ASSIGNMENT => The answer must consist of every line from the entries below that contains the word "roads".

[Opening EXERCISE INPUT section]

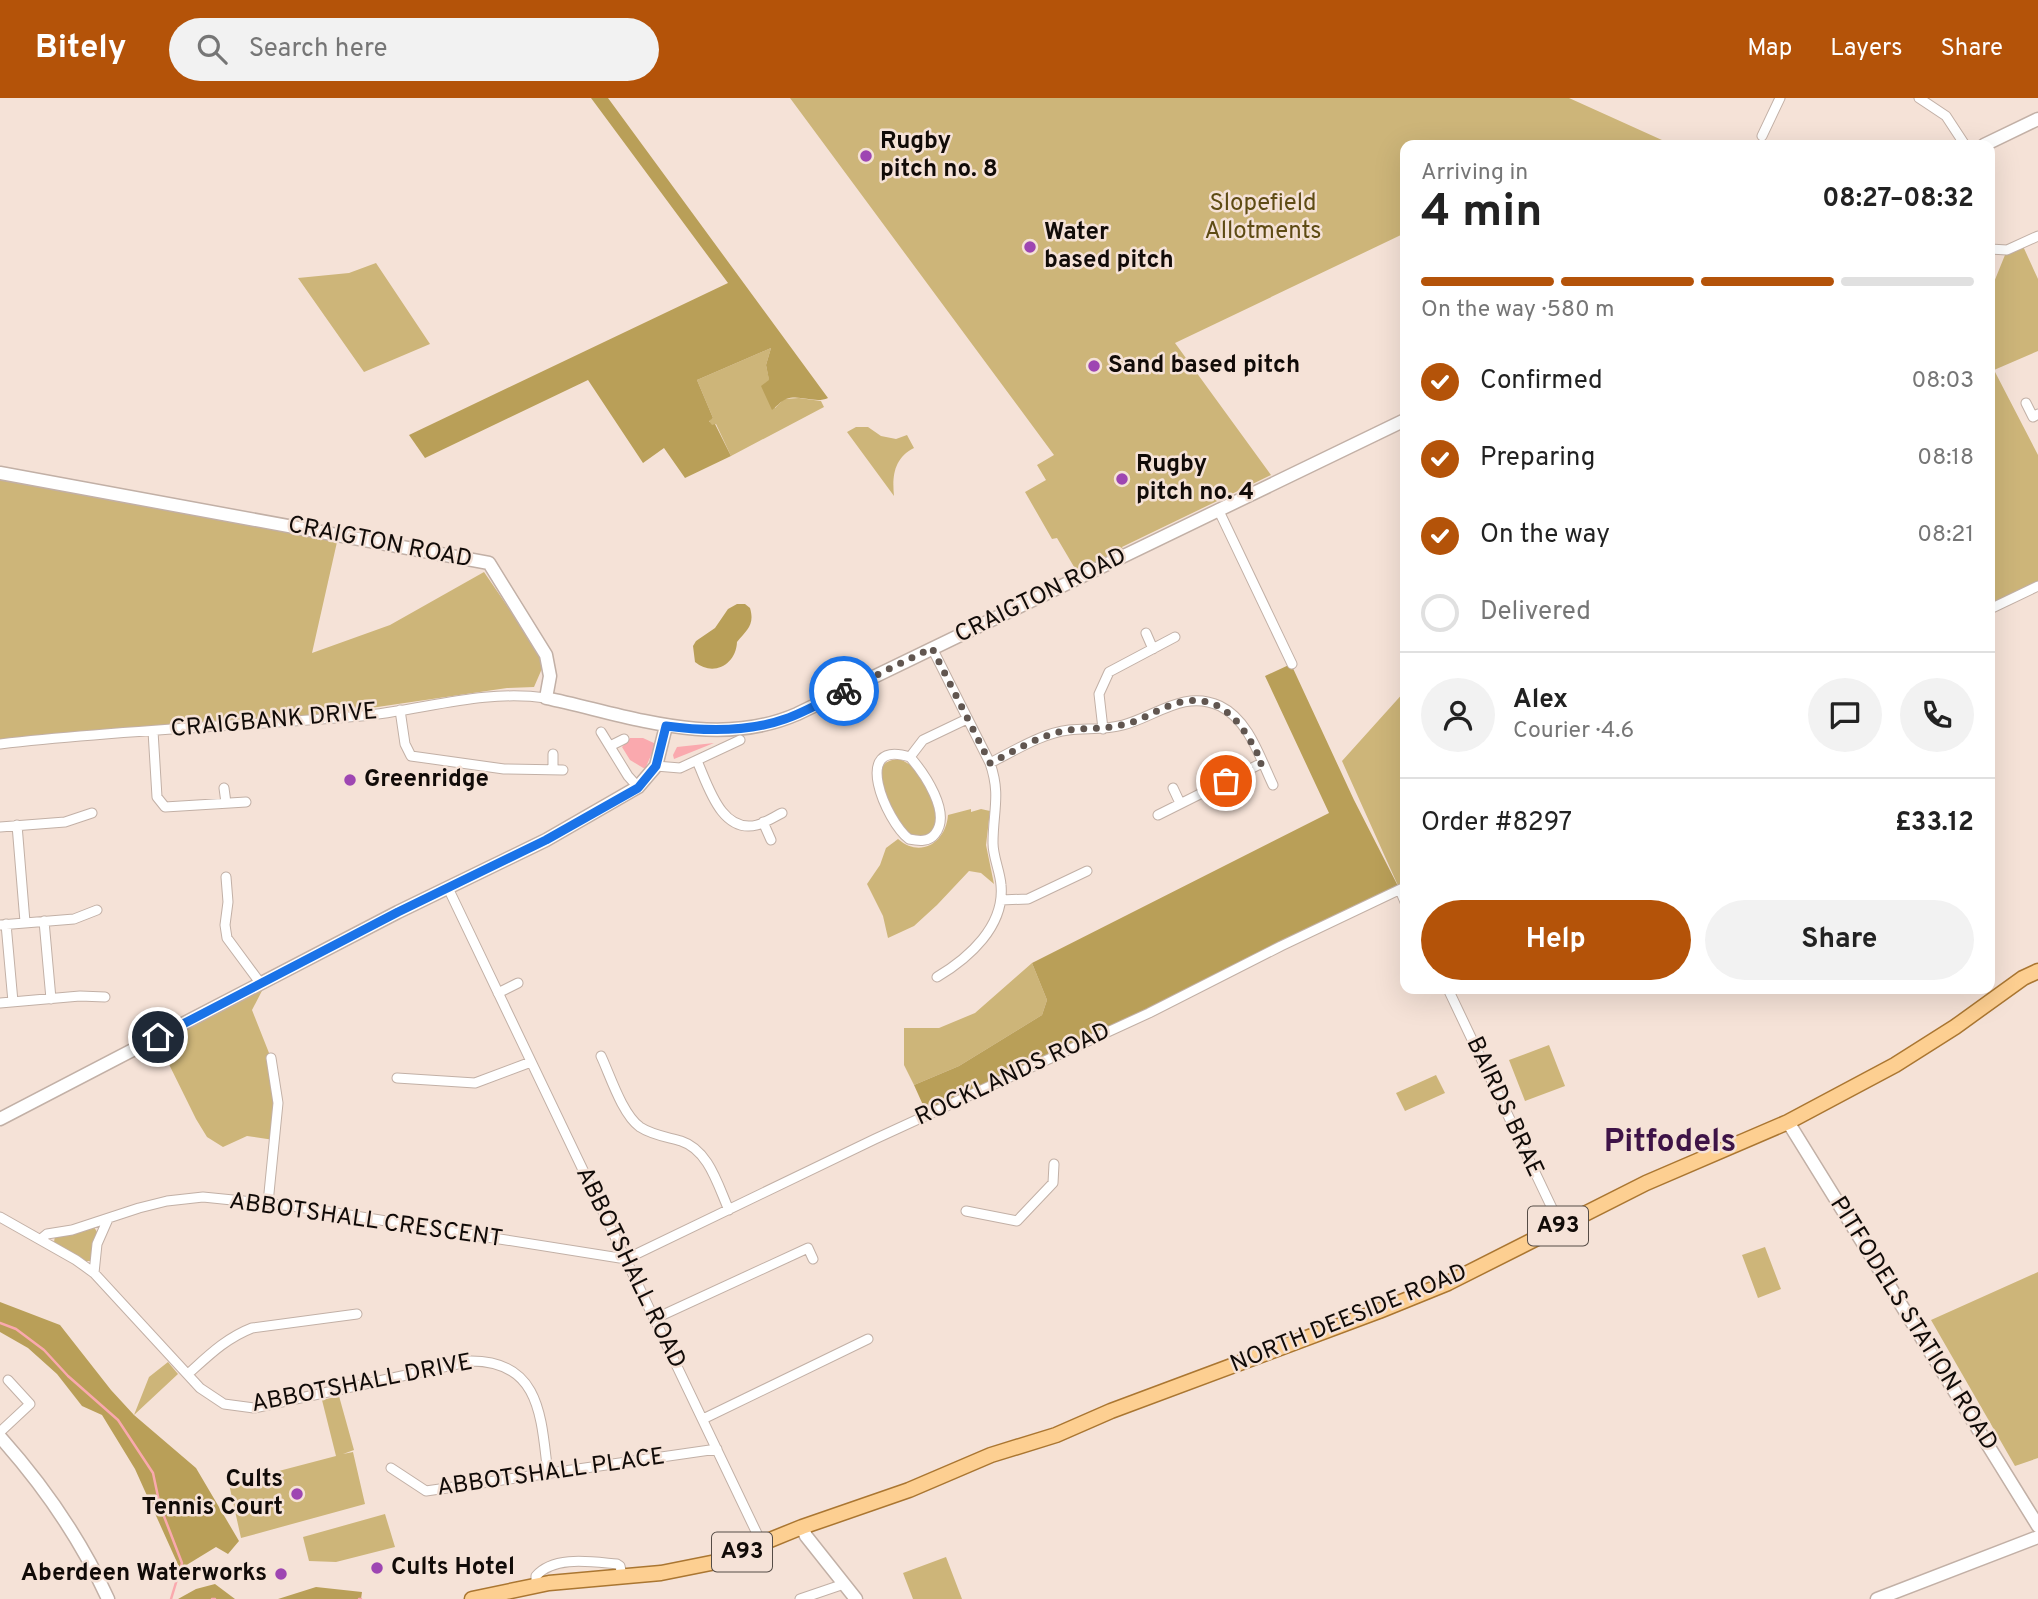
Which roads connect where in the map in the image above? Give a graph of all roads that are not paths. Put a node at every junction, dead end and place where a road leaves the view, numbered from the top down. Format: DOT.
graph roads {
  1 [pos="1780,98"];
  2 [pos="1919,98"];
  3 [pos="2038,119"];
  4 [pos="1761,136"];
  5 [pos="1962,140"];
  6 [pos="1994,140"];
  7 [pos="2038,236"];
  8 [pos="1995,249"];
  9 [pos="2026,403"];
  10 [pos="2038,414"];
  11 [pos="1400,423"];
  12 [pos="0,473"];
  13 [pos="1218,509"];
  14 [pos="2038,586"];
  15 [pos="1995,607"];
  16 [pos="1146,633"];
  17 [pos="1175,637"];
  18 [pos="932,648"];
  19 [pos="1153,649"];
  20 [pos="1292,664"];
  21 [pos="546,698"];
  22 [pos="400,710"];
  23 [pos="967,719"];
  24 [pos="666,726"];
  25 [pos="1103,729"];
  26 [pos="153,732"];
  27 [pos="601,732"];
  28 [pos="624,739"];
  29 [pos="740,740"];
  30 [pos="0,744"];
  31 [pos="610,746"];
  32 [pos="553,754"];
  33 [pos="910,757"];
  34 [pos="697,761"];
  35 [pos="990,763"];
  36 [pos="1262,763"];
  37 [pos="656,766"];
  38 [pos="553,770"];
  39 [pos="563,770"];
  40 [pos="1273,785"];
  41 [pos="224,788"];
  42 [pos="638,788"];
  43 [pos="1173,788"];
  44 [pos="246,802"];
  45 [pos="226,803"];
  46 [pos="1180,803"];
  47 [pos="92,813"];
  48 [pos="782,813"];
  49 [pos="1158,815"];
  50 [pos="763,822"];
  51 [pos="17,825"];
  52 [pos="0,827"];
  53 [pos="771,840"];
  54 [pos="1087,870"];
  55 [pos="226,877"];
  56 [pos="448,888"];
  57 [pos="1400,890"];
  58 [pos="1001,900"];
  59 [pos="97,910"];
  60 [pos="44,921"];
  61 [pos="25,922"];
  62 [pos="3,925"];
  63 [pos="2038,971"];
  64 [pos="937,977"];
  65 [pos="261,984"];
  66 [pos="518,984"];
  67 [pos="498,993"];
  68 [pos="1450,994"];
  69 [pos="105,997"];
  70 [pos="51,999"];
  71 [pos="13,1002"];
  72 [pos="0,1003"];
  73 [pos="601,1056"];
  74 [pos="271,1058"];
  75 [pos="531,1062"];
  76 [pos="397,1078"];
  77 [pos="0,1119"];
  78 [pos="1788,1122"];
  79 [pos="1054,1164"];
  80 [pos="268,1203"];
  81 [pos="729,1210"];
  82 [pos="966,1211"];
  83 [pos="0,1217"];
  84 [pos="108,1219"];
  85 [pos="1560,1225"];
  86 [pos="41,1239"];
  87 [pos="626,1259"];
  88 [pos="813,1259"];
  89 [pos="94,1273"];
  90 [pos="357,1314"];
  91 [pos="654,1319"];
  92 [pos="868,1339"];
  93 [pos="188,1374"];
  94 [pos="8,1380"];
  95 [pos="703,1419"];
  96 [pos="0,1434"];
  97 [pos="717,1449"];
  98 [pos="391,1468"];
  99 [pos="548,1474"];
  100 [pos="2038,1526"];
  101 [pos="802,1527"];
  102 [pos="2038,1537"];
  103 [pos="762,1544"];
  104 [pos="844,1584"];
  105 [pos="108,1599"];
  106 [pos="472,1599"];
  107 [pos="800,1599"];
  108 [pos="856,1599"];
  109 [pos="1877,1599"];
  1 -- 4 [label="street"];
  2 -- 5 [label="street"];
  3 -- 6 [label="street"];
  7 -- 8 [label="street"];
  9 -- 10 [label="street"];
  11 -- 13 [label="street, CRAIGTON ROAD"];
  12 -- 21 [label="street, CRAIGTON ROAD"];
  13 -- 18 [label="street, CRAIGTON ROAD"];
  13 -- 20 [label="street"];
  14 -- 15 [label="street"];
  16 -- 19 [label="street"];
  17 -- 19 [label="street"];
  18 -- 23 [label="street"];
  18 -- 24 [label="street, CRAIGTON ROAD"];
  19 -- 25 [label="street"];
  21 -- 22 [label="street, CRAIGBANK DRIVE"];
  21 -- 24 [label="street, CRAIGTON ROAD"];
  22 -- 26 [label="street, CRAIGBANK DRIVE"];
  22 -- 38 [label="street"];
  23 -- 33 [label="street"];
  23 -- 35 [label="street"];
  24 -- 37 [label="street"];
  25 -- 35 [label="street"];
  25 -- 36 [label="street"];
  26 -- 30 [label="street, CRAIGBANK DRIVE"];
  26 -- 45 [label="street"];
  27 -- 31 [label="street"];
  28 -- 31 [label="street"];
  29 -- 34 [label="street"];
  31 -- 42 [label="street"];
  32 -- 38 [label="street"];
  33 -- 33 [label="street"];
  34 -- 37 [label="street"];
  34 -- 50 [label="street"];
  35 -- 58 [label="street"];
  36 -- 40 [label="street"];
  36 -- 46 [label="street"];
  37 -- 42 [label="street"];
  38 -- 39 [label="street"];
  41 -- 45 [label="street"];
  42 -- 56 [label="street"];
  43 -- 46 [label="street"];
  44 -- 45 [label="street"];
  46 -- 49 [label="street"];
  47 -- 51 [label="street"];
  48 -- 50 [label="street"];
  50 -- 53 [label="street"];
  51 -- 52 [label="street"];
  51 -- 61 [label="street"];
  54 -- 58 [label="street"];
  55 -- 65 [label="street"];
  56 -- 65 [label="street"];
  56 -- 67 [label="street, ABBOTSHALL ROAD"];
  57 -- 81 [label="street, ROCKLANDS ROAD"];
  58 -- 64 [label="street"];
  59 -- 60 [label="street"];
  60 -- 61 [label="street"];
  60 -- 70 [label="street"];
  61 -- 62 [label="street"];
  62 -- 71 [label="street"];
  63 -- 78 [label="main road, NORTH DEESIDE ROAD / A93"];
  65 -- 77 [label="street"];
  66 -- 67 [label="street"];
  67 -- 75 [label="street, ABBOTSHALL ROAD"];
  68 -- 85 [label="street, BAIRDS BRAE"];
  69 -- 70 [label="street"];
  70 -- 71 [label="street"];
  71 -- 72 [label="street"];
  73 -- 81 [label="street"];
  74 -- 80 [label="street"];
  75 -- 76 [label="street"];
  75 -- 87 [label="street, ABBOTSHALL ROAD"];
  78 -- 85 [label="main road, NORTH DEESIDE ROAD / A93"];
  78 -- 100 [label="street, PITFODELS STATION ROAD"];
  79 -- 82 [label="street"];
  80 -- 84 [label="street, ABBOTSHALL CRESCENT"];
  80 -- 87 [label="street, ABBOTSHALL CRESCENT"];
  81 -- 87 [label="street, ROCKLANDS ROAD"];
  83 -- 86 [label="street, ABBOTSHALL DRIVE"];
  84 -- 86 [label="street, ABBOTSHALL CRESCENT"];
  84 -- 89 [label="street"];
  85 -- 101 [label="main road, NORTH DEESIDE ROAD / A93"];
  86 -- 89 [label="street, ABBOTSHALL DRIVE"];
  87 -- 91 [label="street, ABBOTSHALL ROAD"];
  88 -- 91 [label="street"];
  89 -- 93 [label="street, ABBOTSHALL DRIVE"];
  90 -- 93 [label="street"];
  91 -- 95 [label="street, ABBOTSHALL ROAD"];
  92 -- 95 [label="street"];
  93 -- 99 [label="street, ABBOTSHALL DRIVE"];
  94 -- 96 [label="street"];
  95 -- 97 [label="street, ABBOTSHALL ROAD"];
  96 -- 105 [label="street"];
  97 -- 99 [label="street, ABBOTSHALL PLACE"];
  97 -- 103 [label="street, ABBOTSHALL ROAD"];
  98 -- 99 [label="street, ABBOTSHALL PLACE"];
  101 -- 103 [label="main road, NORTH DEESIDE ROAD / A93"];
  101 -- 104 [label="street"];
  102 -- 109 [label="street"];
  103 -- 106 [label="main road, NORTH DEESIDE ROAD / A93"];
  104 -- 107 [label="street"];
  104 -- 108 [label="street"];
}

[Closing EXERCISE INPUT section]

RESPONSE =>
Which roads connect where in the map in the image above? Give a graph of all roads that are not paths. Put a node at every junction, dead end and place where a road leaves the view, numbered from the top down. Format: DOT.
graph roads {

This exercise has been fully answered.